Open arkpar opened 2 years ago
@dmitry-markin and @altonen could both of you please both look into this?
To share intermediate results: I was able to reproduce the issue on polkadot+substrate master, but also on polkadot-0.9.28 & polkadot-0.9.16. So, it looks like this is not something introduced by the recent changes. Also, a couple of times everything worked fine (on master), so I'm starting to be suspicious that the issue might be caused by some external factors.
So, it looks like this is not something introduced by the recent changes. Also, a couple of times everything worked fine (on master), so I'm starting to be suspicious that the issue might be caused by some external factors.
I saw this quite a while ago on my PC as well, but thought it was normal. Like dropping peers from 30 to 10 or even less, and then slowly creeping back up.
I didn't look into warping, but if it downloads significant chunks of data, it might have the same root cause as https://github.com/paritytech/substrate/issues/12105, namely keep alive timeout.
I didn't look into warping, but if it downloads significant chunks of data, it might have the same root cause as paritytech/substrate#12105, namely keep alive timeout.
I tried reducing keep alive timeout from 10 sec to 1 sec (locally) to see if it affects the peer count, and it looks like it doesn't. Overall, the peer count jitter seems purely random: sometimes the peer count is stable on 20-30 peers, and sometimes it starts dropping to almost 0.

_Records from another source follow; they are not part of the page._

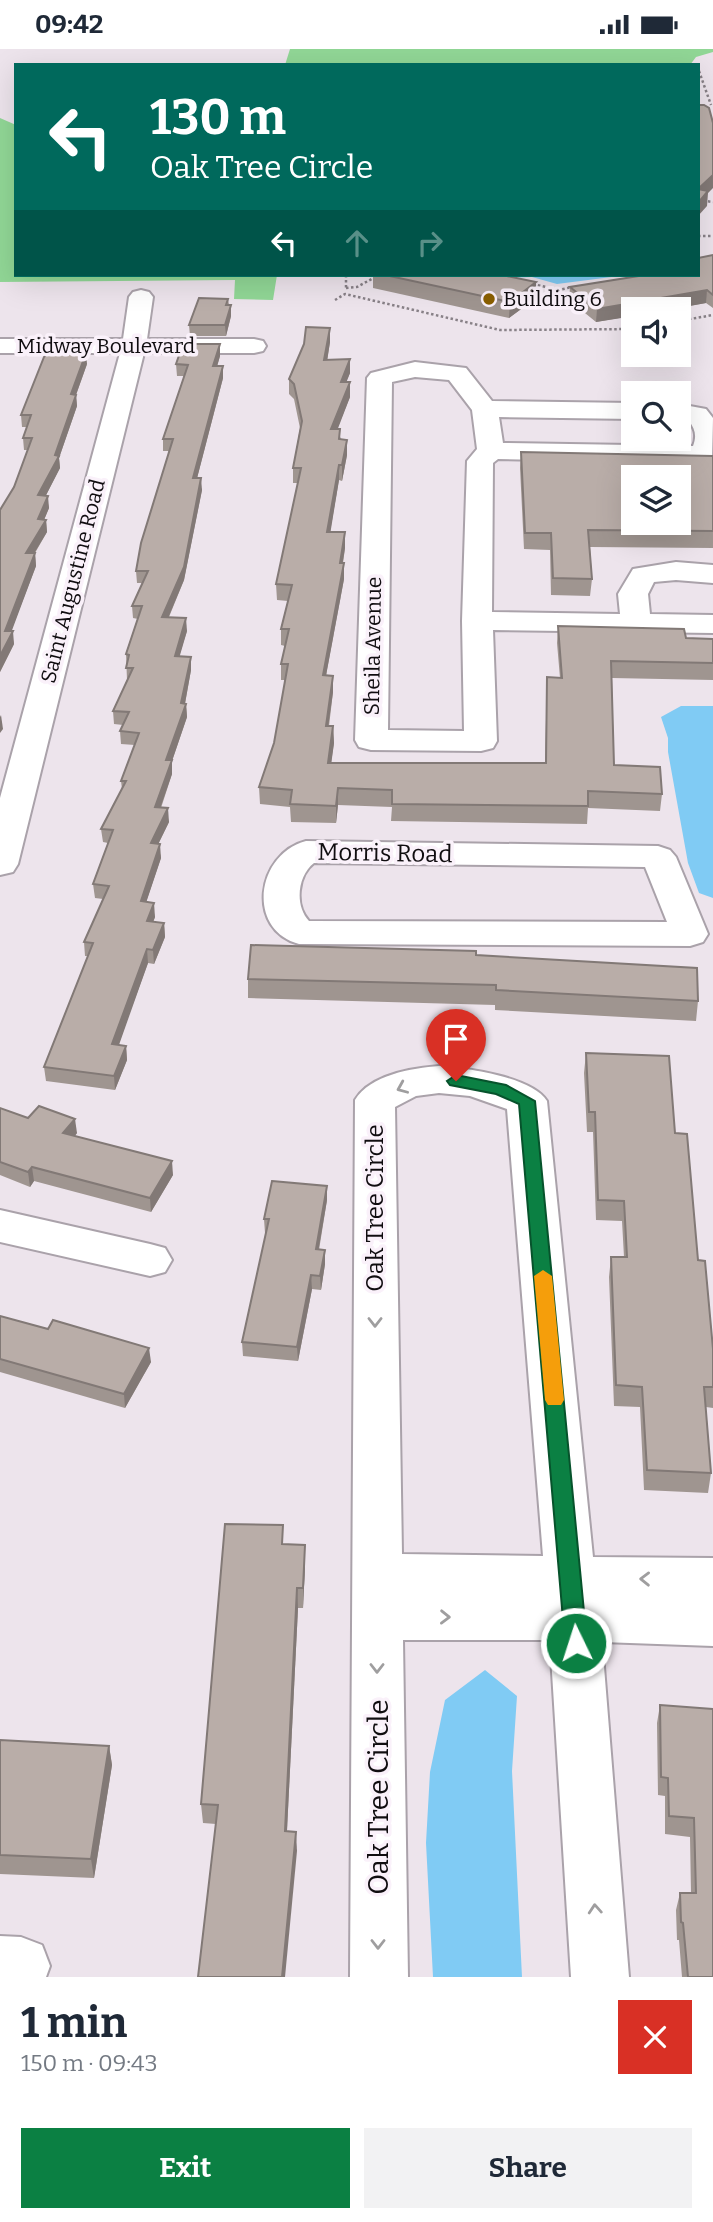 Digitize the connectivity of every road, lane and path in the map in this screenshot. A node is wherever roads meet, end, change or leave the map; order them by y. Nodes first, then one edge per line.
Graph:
1 (700, 74) edge
2 (711, 105) dead end
3 (346, 277) edge
4 (375, 277) edge
5 (526, 284) edge
6 (583, 286) edge
7 (346, 288) junction
8 (345, 294) junction
9 (141, 297) dead end
10 (335, 300) dead end
11 (713, 316) edge
12 (691, 319) edge
13 (621, 329) edge
14 (0, 346) edge
15 (134, 346) junction
16 (254, 346) dead end
17 (485, 409) junction
18 (621, 411) edge
19 (691, 413) edge
20 (710, 432) edge
21 (491, 451) junction
22 (713, 574) edge
23 (477, 621) junction
24 (636, 623) junction
25 (713, 624) edge
26 (0, 864) edge
27 (702, 934) edge
28 (0, 1226) edge
29 (150, 1260) dead end
30 (713, 1580) edge
31 (376, 1596) junction
32 (573, 1598) junction
33 (713, 1624) edge
34 (379, 1977) edge
35 (600, 1977) edge

1 - 2 path
3 - 7 path
4 - 7 path
5 - 6 path
7 - 8 path
8 - 10 path
8 - 13 path
9 - 15 street, Saint Augustine Road
11 - 12 path
14 - 15 street, Midway Boulevard
15 - 16 street, Midway Boulevard
15 - 26 street, Saint Augustine Road
17 - 18 street
17 - 21 street, Sheila Avenue
17 - 23 street, Sheila Avenue
19 - 20 street
20 - 21 street
21 - 23 street
22 - 24 street
23 - 24 street
24 - 25 street
27 - 27 street, Morris Road
28 - 29 street
30 -> 32 street
31 - 32 street
32 -> 31 street, Oak Tree Circle
31 -> 34 street, Oak Tree Circle
32 - 33 street
35 -> 32 street, Oak Tree Circle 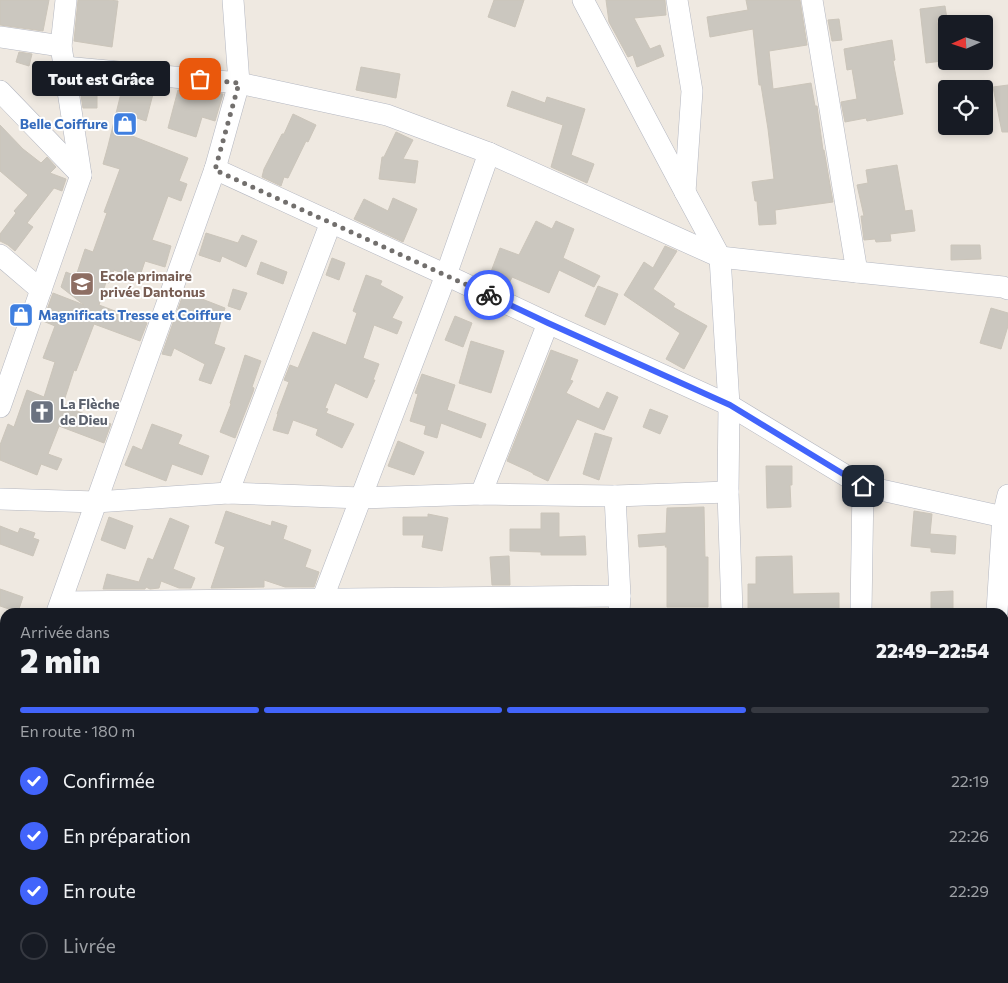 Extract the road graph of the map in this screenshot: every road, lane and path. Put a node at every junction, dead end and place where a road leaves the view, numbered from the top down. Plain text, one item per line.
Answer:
1 (66, 0) edge
2 (232, 0) edge
3 (583, 0) edge
4 (677, 0) edge
5 (812, 0) edge
6 (0, 37) edge
7 (60, 46) junction
8 (64, 67) junction
9 (239, 83) junction
10 (0, 91) edge
11 (489, 153) junction
12 (215, 170) junction
13 (81, 176) junction
14 (685, 192) junction
15 (331, 222) junction
16 (0, 255) edge
17 (720, 257) junction
18 (857, 272) junction
19 (446, 275) junction
20 (1008, 289) edge
21 (41, 290) junction
22 (548, 323) junction
23 (730, 405) junction
24 (0, 407) edge
25 (863, 486) junction
26 (728, 492) junction
27 (228, 493) junction
28 (480, 494) junction
29 (1008, 495) edge
30 (615, 496) junction
31 (361, 498) junction
32 (0, 499) edge
33 (96, 502) junction
34 (1006, 517) edge
35 (620, 604) edge
36 (320, 606) edge
37 (59, 607) edge
38 (732, 608) edge
39 (861, 608) edge
40 (997, 608) edge

1 - 7 street
2 - 9 street
3 - 14 street
4 - 14 street
5 - 18 street
6 - 7 street
7 - 8 street
8 - 9 street
8 - 13 street
9 - 11 street
9 - 12 street
10 - 13 street
11 - 17 street
11 - 19 street
12 - 15 street
12 - 33 street
13 - 21 street
14 - 17 street
15 - 19 street
15 - 27 street
16 - 21 street
17 - 18 street
17 - 23 street
18 - 20 street
19 - 22 street
19 - 31 street
21 - 24 street
22 - 23 street
22 - 28 street
23 - 25 street
23 - 26 street
25 - 34 street
25 - 39 street
26 - 30 street
26 - 38 street
27 - 31 street
27 - 33 street
28 - 30 street
28 - 31 street
29 - 34 street
30 - 35 street
31 - 36 street
32 - 33 street
33 - 37 street
34 - 40 street
35 - 36 street
36 - 37 street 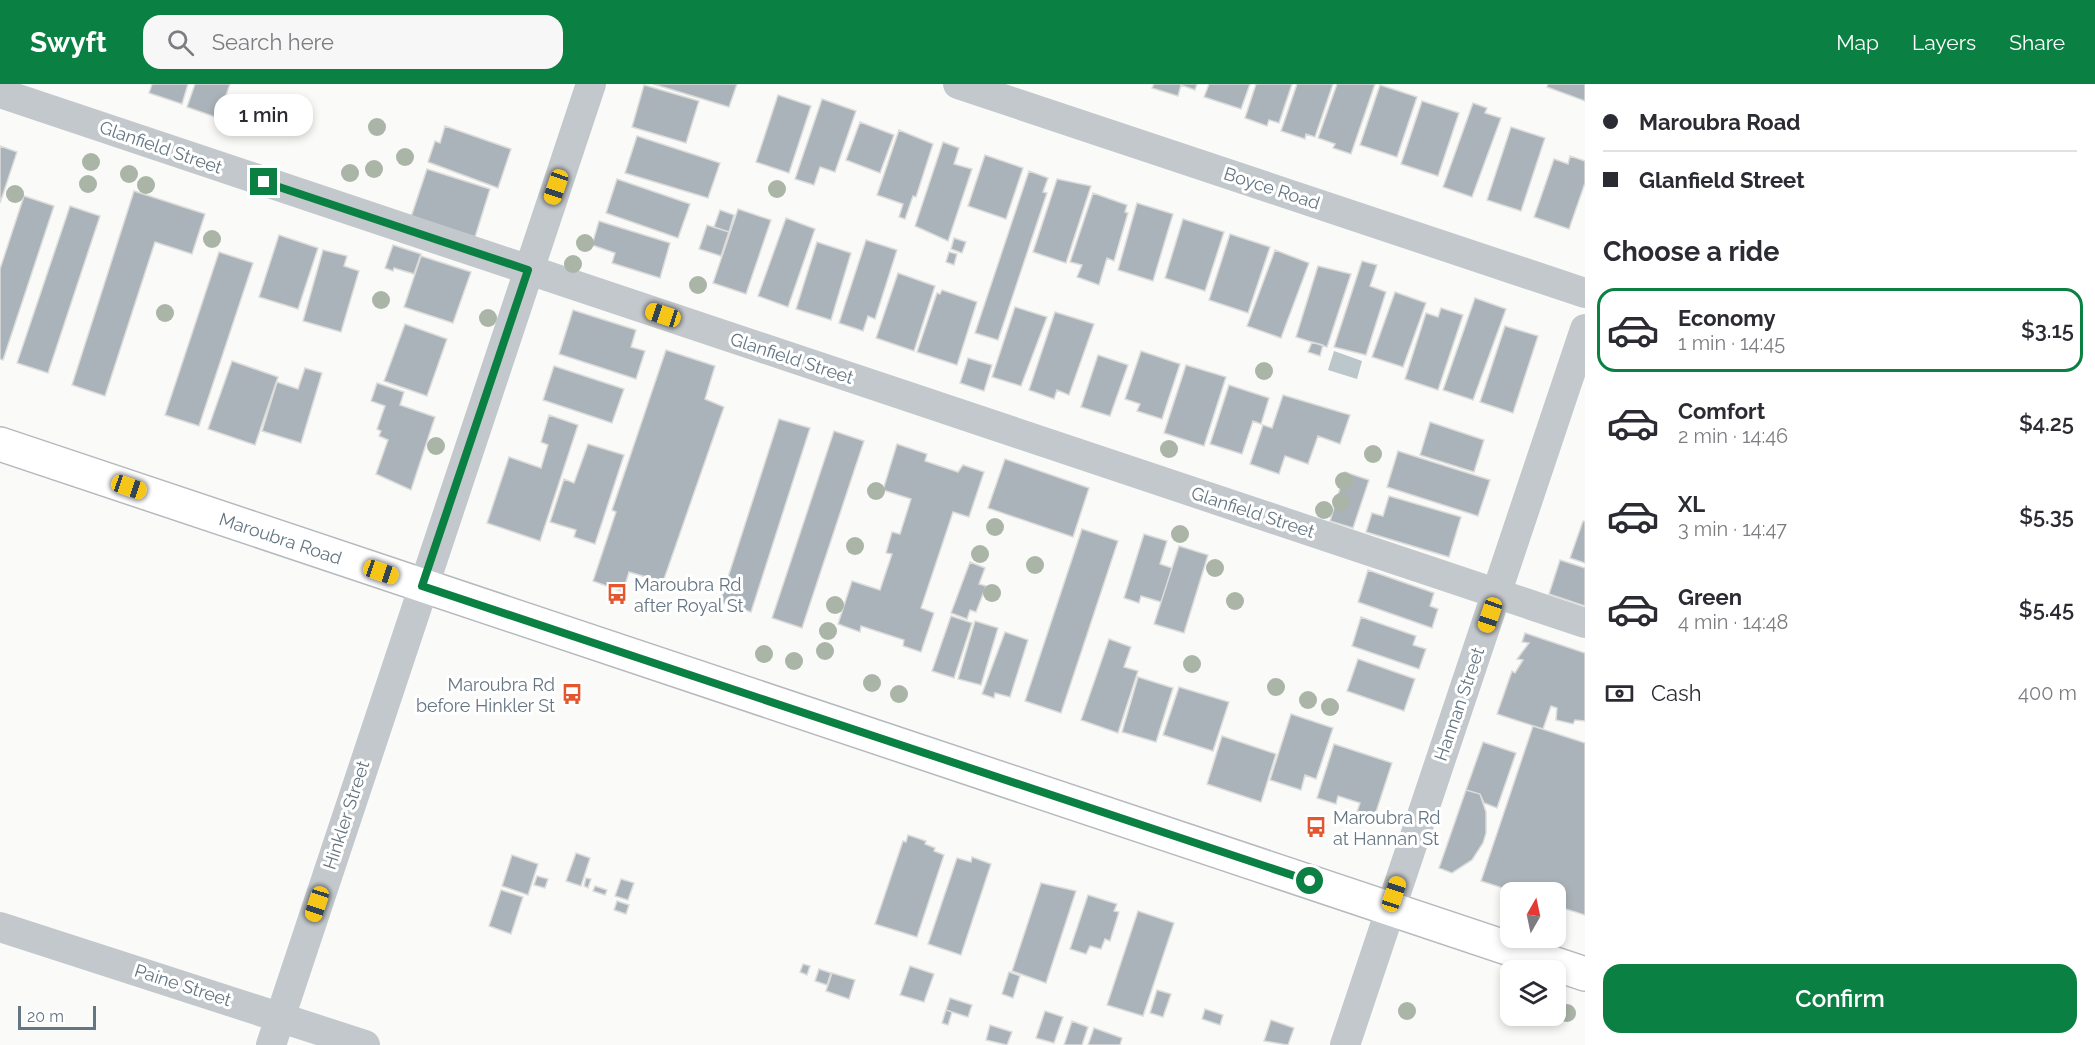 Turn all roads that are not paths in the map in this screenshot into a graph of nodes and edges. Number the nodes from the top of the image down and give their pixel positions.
1 (591, 84) edge
2 (958, 84) edge
3 (0, 93) edge
4 (528, 270) junction
5 (1585, 293) edge
6 (1585, 329) edge
7 (0, 444) edge
8 (422, 586) junction
9 (1497, 593) junction
10 (1585, 623) edge
11 (1390, 908) junction
12 (0, 927) edge
13 (1585, 974) edge
14 (280, 1016) junction
15 (271, 1045) edge
16 (365, 1045) edge
17 (1345, 1045) edge

1 - 4 street, Hinkler Street
2 - 5 street, Boyce Road
3 - 4 street, Glanfield Street
4 - 8 street, Hinkler Street
4 - 9 street, Glanfield Street
6 - 9 street, Hannan Street
7 - 8 main road, Maroubra Road
8 - 11 main road, Maroubra Road
8 - 14 street, Hinkler Street
9 - 10 street, Glanfield Street
9 - 11 street, Hannan Street
11 - 13 main road, Maroubra Road
11 - 17 street, Hannan Street
12 - 14 street, Paine Street
14 - 15 street, Hinkler Street
14 - 16 street, Paine Street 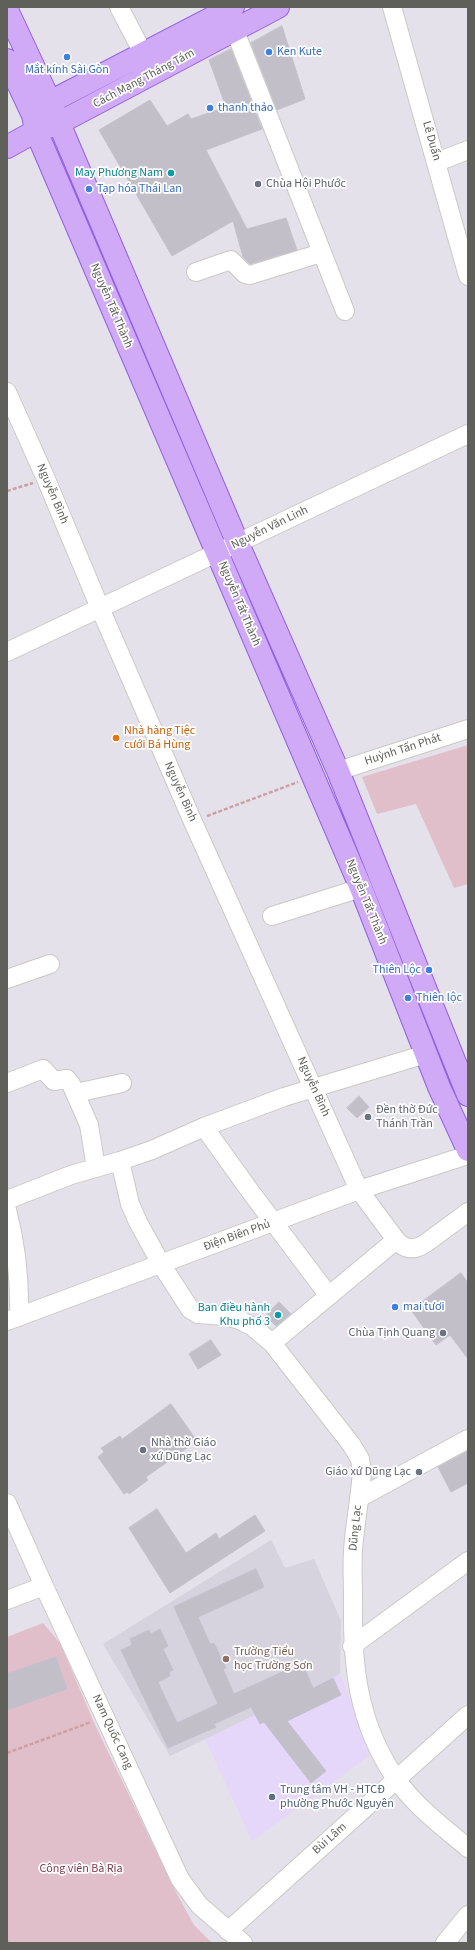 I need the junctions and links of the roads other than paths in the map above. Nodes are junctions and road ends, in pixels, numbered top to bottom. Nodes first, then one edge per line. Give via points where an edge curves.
1 (119, 7) edge
2 (233, 7) edge
3 (278, 7) edge
4 (392, 7) edge
5 (7, 10) edge
6 (235, 31) junction
7 (143, 53) junction
8 (7, 60) edge
9 (50, 102) junction
10 (35, 123) junction
11 (59, 124) junction
12 (7, 130) edge
13 (7, 147) edge
14 (468, 150) edge
15 (437, 162) junction
16 (321, 253) junction
17 (196, 272) dead end
18 (468, 276) edge
19 (345, 310) dead end
20 (7, 392) edge
21 (468, 434) edge
22 (238, 544) junction
23 (217, 554) junction
24 (100, 608) junction
25 (7, 652) edge
26 (468, 729) edge
27 (338, 770) junction
28 (361, 888) junction
29 (272, 916) dead end
30 (50, 964) dead end
31 (7, 979) edge
32 (426, 1054) junction
33 (7, 1083) edge
34 (122, 1083) dead end
35 (313, 1089) junction
36 (76, 1093) junction
37 (468, 1095) edge
38 (204, 1127) junction
39 (468, 1150) edge
40 (468, 1155) edge
41 (120, 1161) junction
42 (96, 1168) junction
43 (359, 1190) junction
44 (7, 1200) edge
45 (7, 1210) edge
46 (468, 1212) edge
47 (274, 1222) junction
48 (396, 1240) junction
49 (161, 1264) junction
50 (329, 1296) junction
51 (13, 1319) edge
52 (272, 1343) junction
53 (468, 1439) edge
54 (359, 1498) junction
55 (7, 1503) edge
56 (468, 1561) edge
57 (44, 1586) junction
58 (7, 1600) edge
59 (352, 1646) junction
60 (468, 1715) edge
61 (396, 1779) junction
62 (468, 1848) edge
63 (468, 1915) edge
64 (228, 1931) junction
65 (243, 1943) edge
66 (445, 1943) edge

1 - 7 street
2 - 7 main road, Cách Mạng Tháng Tám
3 - 6 main road, Cách Mạng Tháng Tám
4 - 15 street, Lê Duẩn
5 - 9 main road, Nguyễn Tất Thành
6 - 11 main road, Cách Mạng Tháng Tám
6 - 16 street
7 - 9 main road, Cách Mạng Tháng Tám
8 - 10 main road, Nguyễn Tất Thành
9 - 10 main road, Cách Mạng Tháng Tám
9 - 11 main road, Nguyễn Tất Thành
10 - 11 main road, Cách Mạng Tháng Tám
10 - 12 main road, Cách Mạng Tháng Tám
10 - 13 main road, Cách Mạng Tháng Tám
10 - 23 main road, Nguyễn Tất Thành
11 - 22 main road, Nguyễn Tất Thành
14 - 15 street
15 - 18 street, Lê Duẩn
16 - 17 street via 250,275 231,260
16 - 19 street
20 - 24 street, Nguyễn Bình
21 - 22 street, Nguyễn Văn Linh
22 - 23 street, Nguyễn Văn Linh
22 - 27 main road, Nguyễn Tất Thành
23 - 24 street, Nguyễn Văn Linh
23 - 28 main road, Nguyễn Tất Thành
24 - 25 street, Nguyễn Văn Linh
24 - 35 street, Nguyễn Bình
26 - 27 street, Huỳnh Tấn Phát
27 - 37 main road, Nguyễn Tất Thành
28 - 29 street
28 - 32 main road, Nguyễn Tất Thành
30 - 31 street
32 - 35 street
32 - 39 main road, Nguyễn Tất Thành
33 - 36 street via 43,1069 54,1081 67,1079
34 - 36 street
35 - 38 street
35 - 43 street, Nguyễn Bình
36 - 42 street via 90,1125
38 - 41 street
38 - 47 street
40 - 43 street, Điện Biên Phủ
41 - 42 street
41 - 49 street, Dũng Lạc via 130,1204
42 - 44 street
43 - 47 street, Điện Biên Phủ
43 - 48 street, Nguyễn Bình
45 - 51 street via 20,1293
46 - 48 street via 419,1248 409,1249
47 - 49 street, Điện Biên Phủ
47 - 50 street
48 - 50 street
49 - 51 street, Điện Biên Phủ
49 - 52 street, Dũng Lạc via 190,1309 198,1314 240,1320
50 - 52 street
52 - 54 street, Dũng Lạc via 360,1459 362,1472
53 - 54 street
54 - 59 street, Dũng Lạc via 353,1551
55 - 57 street, Nam Quốc Cang
56 - 59 street
57 - 58 street
57 - 64 street, Nam Quốc Cang via 180,1879 199,1905
59 - 61 street, Dũng Lạc via 358,1692 366,1718 380,1753
60 - 61 street, Bùi Lâm
61 - 62 street, Dũng Lạc via 431,1817
61 - 64 street, Bùi Lâm
63 - 66 street
64 - 65 street, Nam Quốc Cang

@dmitry-markin curious if you saw any errors. Or it just silently disconnects? Surely libp2p has some "debug" flag.
@dmitry-markin curious if you saw any errors. Or it just silently disconnects? Surely libp2p has some "debug" flag.
I don't recall anything suspicious in the logs, but it's been a while and I'm unsure if I run the node with something like -l sub-libp2p=trace
. Probably I did, but makes sense double checking.
Tried the latest substrate / polkadot master
. Peer count went from 40 to 21 and then recovered.
Some of the errors I saw:
## unsupported address (4 times with same address at least)
2023-01-06 15:01:25.402 TRACE tokio-runtime-worker sub-libp2p: Libp2p => Failed to reach PeerId("12D3KooWEsPEadSjLAPyxckqVJkp54aVdPuX3DD6a1FTL2y5cB9x"): Faile
d to negotiate transport protocol(s): [(/dns/polkadot-connect-3.parity.io/tcp/443/wss/p2p/12D3KooWEsPEadSjLAPyxckqVJkp54aVdPuX3DD6a1FTL2y5cB9x: : Unsupported resolved address: /ip4/34.89.193.251/tcp/443/wss/p2p/12D3KooWEsPEadSjLAPyxckqVJkp54aVdPuX3DD6a1FTL2y5cB9x: Unsupported resolved address: /ip4/34.89.193.251/tcp/443/wss/p2p/12D3KooWEsPEadSjLAPyxckqVJkp54aVdPuX3DD6a1FTL2y5cB9x)]
## timeout
2023-01-06 15:00:58.063 TRACE tokio-runtime-worker sub-libp2p: Libp2p => Failed to reach PeerId("12D3KooWLC8iRopWZLnVw8wCKqER9JKU5g68LtbDVeBd4PDrgKGW"): Faile
d to negotiate transport protocol(s): [(/ip4/54.158.91.224/tcp/30333/ws/p2p/12D3KooWLC8iRopWZLnVw8wCKqER9JKU5g68LtbDVeBd4PDrgKGW: : Timeout has been reached)]
## YamuxError(Closed)) BUT later connected
2023-01-06 15:00:58.146 DEBUG tokio-runtime-worker sub-libp2p: Libp2p => Disconnected(PeerId("12D3KooWJnpAkaRth5hb1giJEEa2rfkh2ekKZTWj8nkk2AdZbYWf"), Some(IO(Custom { kind: Other, error: A(YamuxError(Closed)) })))
The primary source of the majority of disconnects appears to be YamuxError(Closed))
. However it's not clear why the remote nodes are terminating the connection. Maybe it's because something we're sending them as pointed out in the issue's description.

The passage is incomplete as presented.